## What to work on
Your task is to count the lines of the entries below that include the word "Wadada" and to give only the resulting number.

## Dataset excerpts
------------------------

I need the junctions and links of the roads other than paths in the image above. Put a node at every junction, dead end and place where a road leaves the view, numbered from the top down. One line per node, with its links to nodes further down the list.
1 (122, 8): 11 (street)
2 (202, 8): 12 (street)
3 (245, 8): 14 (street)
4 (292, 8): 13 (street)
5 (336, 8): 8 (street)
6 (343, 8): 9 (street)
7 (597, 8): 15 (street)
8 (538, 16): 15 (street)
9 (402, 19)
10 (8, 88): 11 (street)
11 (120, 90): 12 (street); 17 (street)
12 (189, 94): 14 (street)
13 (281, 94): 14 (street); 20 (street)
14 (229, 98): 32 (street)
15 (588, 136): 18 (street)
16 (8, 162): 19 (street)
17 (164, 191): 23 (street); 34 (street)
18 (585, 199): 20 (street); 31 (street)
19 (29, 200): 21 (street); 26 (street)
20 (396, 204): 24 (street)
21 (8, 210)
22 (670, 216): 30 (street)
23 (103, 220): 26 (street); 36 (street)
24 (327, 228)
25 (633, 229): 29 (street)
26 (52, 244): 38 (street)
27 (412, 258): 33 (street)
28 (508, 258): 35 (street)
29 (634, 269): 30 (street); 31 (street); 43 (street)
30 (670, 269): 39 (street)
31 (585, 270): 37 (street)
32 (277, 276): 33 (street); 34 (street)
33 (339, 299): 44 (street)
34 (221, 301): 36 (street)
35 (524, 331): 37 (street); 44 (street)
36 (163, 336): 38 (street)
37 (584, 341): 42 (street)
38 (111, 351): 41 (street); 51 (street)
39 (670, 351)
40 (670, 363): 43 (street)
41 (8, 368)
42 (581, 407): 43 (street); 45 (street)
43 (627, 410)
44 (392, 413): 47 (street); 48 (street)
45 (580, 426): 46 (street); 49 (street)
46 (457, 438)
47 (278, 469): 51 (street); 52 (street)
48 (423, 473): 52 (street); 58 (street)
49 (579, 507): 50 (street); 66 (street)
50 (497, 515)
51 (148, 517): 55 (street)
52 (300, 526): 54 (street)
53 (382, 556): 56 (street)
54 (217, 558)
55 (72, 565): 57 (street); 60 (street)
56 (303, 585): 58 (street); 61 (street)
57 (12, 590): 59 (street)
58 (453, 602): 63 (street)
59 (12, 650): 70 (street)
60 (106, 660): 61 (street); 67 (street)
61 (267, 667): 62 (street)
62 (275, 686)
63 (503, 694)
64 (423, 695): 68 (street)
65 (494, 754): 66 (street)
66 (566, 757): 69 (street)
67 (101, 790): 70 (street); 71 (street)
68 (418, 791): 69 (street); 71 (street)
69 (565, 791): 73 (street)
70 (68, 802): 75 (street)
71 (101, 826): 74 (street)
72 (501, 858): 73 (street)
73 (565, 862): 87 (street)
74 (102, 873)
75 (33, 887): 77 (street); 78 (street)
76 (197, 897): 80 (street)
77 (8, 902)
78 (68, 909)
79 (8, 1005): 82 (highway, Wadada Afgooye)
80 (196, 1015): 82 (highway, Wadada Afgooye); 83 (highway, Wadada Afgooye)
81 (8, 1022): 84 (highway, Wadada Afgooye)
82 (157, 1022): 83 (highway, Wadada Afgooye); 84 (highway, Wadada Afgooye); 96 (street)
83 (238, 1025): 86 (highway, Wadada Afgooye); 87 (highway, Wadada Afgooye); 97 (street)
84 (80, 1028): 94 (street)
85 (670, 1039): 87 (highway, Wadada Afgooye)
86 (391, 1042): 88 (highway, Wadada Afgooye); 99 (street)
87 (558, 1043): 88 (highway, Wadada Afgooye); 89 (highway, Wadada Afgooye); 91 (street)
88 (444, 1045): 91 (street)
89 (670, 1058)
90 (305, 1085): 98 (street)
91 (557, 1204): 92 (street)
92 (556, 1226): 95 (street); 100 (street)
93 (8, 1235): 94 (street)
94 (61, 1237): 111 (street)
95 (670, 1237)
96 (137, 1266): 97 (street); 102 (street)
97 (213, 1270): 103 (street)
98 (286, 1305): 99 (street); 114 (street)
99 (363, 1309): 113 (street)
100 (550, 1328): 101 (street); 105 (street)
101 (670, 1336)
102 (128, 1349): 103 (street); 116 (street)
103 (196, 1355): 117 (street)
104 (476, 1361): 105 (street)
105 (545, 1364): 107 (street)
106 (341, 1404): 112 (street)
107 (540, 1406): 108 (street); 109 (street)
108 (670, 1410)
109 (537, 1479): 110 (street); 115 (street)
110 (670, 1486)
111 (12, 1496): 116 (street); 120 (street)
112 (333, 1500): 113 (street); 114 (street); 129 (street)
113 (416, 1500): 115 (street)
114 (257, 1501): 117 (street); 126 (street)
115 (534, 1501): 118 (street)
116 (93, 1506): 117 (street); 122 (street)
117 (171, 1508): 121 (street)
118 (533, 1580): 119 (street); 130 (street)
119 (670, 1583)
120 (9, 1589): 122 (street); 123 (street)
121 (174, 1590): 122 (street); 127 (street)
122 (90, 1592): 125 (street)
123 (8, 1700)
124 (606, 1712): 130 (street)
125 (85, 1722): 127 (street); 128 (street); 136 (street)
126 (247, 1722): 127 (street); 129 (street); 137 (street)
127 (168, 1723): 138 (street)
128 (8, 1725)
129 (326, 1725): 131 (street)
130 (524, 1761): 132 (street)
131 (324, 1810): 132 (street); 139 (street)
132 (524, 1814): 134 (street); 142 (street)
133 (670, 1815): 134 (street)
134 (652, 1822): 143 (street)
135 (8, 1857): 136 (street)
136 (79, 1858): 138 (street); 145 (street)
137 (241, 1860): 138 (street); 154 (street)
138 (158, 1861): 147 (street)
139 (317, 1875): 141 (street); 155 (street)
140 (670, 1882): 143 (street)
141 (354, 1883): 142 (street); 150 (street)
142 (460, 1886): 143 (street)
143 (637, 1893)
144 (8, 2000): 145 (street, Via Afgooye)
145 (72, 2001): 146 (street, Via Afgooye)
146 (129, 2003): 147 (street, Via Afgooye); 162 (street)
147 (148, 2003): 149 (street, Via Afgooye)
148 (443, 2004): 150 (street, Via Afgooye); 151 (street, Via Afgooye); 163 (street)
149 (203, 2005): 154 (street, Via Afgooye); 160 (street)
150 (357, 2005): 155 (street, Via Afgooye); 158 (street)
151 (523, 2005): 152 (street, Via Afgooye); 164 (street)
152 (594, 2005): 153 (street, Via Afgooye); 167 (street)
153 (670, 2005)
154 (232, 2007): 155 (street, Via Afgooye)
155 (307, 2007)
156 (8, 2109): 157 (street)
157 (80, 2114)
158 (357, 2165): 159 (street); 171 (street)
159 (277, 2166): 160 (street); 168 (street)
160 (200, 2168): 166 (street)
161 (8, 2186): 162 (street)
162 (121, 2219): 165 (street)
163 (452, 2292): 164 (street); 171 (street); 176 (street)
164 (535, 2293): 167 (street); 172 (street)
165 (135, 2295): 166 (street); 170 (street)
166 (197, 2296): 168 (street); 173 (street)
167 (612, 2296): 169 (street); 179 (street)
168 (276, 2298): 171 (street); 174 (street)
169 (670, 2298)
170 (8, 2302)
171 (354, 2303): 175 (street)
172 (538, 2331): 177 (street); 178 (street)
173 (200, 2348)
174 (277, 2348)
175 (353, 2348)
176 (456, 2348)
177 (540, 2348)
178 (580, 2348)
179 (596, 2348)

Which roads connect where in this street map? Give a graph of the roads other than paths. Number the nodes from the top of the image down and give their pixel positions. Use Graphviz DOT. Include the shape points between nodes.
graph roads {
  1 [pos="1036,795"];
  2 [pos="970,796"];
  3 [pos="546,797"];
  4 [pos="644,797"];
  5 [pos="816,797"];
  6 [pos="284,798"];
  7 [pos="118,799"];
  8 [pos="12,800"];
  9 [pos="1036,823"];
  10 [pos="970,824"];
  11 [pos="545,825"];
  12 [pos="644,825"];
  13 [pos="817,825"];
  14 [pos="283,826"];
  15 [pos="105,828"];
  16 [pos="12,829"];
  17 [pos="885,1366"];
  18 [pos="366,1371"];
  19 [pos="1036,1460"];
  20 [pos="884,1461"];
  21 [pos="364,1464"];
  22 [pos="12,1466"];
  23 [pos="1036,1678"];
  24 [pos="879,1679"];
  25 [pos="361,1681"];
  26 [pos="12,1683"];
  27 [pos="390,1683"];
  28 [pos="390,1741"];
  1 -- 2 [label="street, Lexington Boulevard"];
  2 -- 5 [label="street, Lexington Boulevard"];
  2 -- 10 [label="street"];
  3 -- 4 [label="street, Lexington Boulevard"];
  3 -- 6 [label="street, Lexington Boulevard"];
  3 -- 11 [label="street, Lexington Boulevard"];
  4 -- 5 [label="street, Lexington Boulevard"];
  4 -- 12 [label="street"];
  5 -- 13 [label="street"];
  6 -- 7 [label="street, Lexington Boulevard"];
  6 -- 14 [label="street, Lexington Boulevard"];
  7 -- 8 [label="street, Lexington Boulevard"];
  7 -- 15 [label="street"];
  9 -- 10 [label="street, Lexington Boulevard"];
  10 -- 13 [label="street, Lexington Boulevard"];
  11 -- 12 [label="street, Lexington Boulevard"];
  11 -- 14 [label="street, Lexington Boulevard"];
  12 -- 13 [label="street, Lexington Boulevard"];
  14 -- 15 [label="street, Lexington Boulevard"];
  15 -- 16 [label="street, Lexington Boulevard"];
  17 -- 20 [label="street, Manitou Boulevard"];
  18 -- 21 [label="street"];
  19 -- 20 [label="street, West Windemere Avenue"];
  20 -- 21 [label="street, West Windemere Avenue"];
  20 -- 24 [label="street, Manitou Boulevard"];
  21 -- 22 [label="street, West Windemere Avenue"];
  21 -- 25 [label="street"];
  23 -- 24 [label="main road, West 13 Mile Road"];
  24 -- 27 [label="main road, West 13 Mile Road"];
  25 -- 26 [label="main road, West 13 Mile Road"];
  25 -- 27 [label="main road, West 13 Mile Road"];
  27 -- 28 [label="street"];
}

------------------------

## Expected answer
8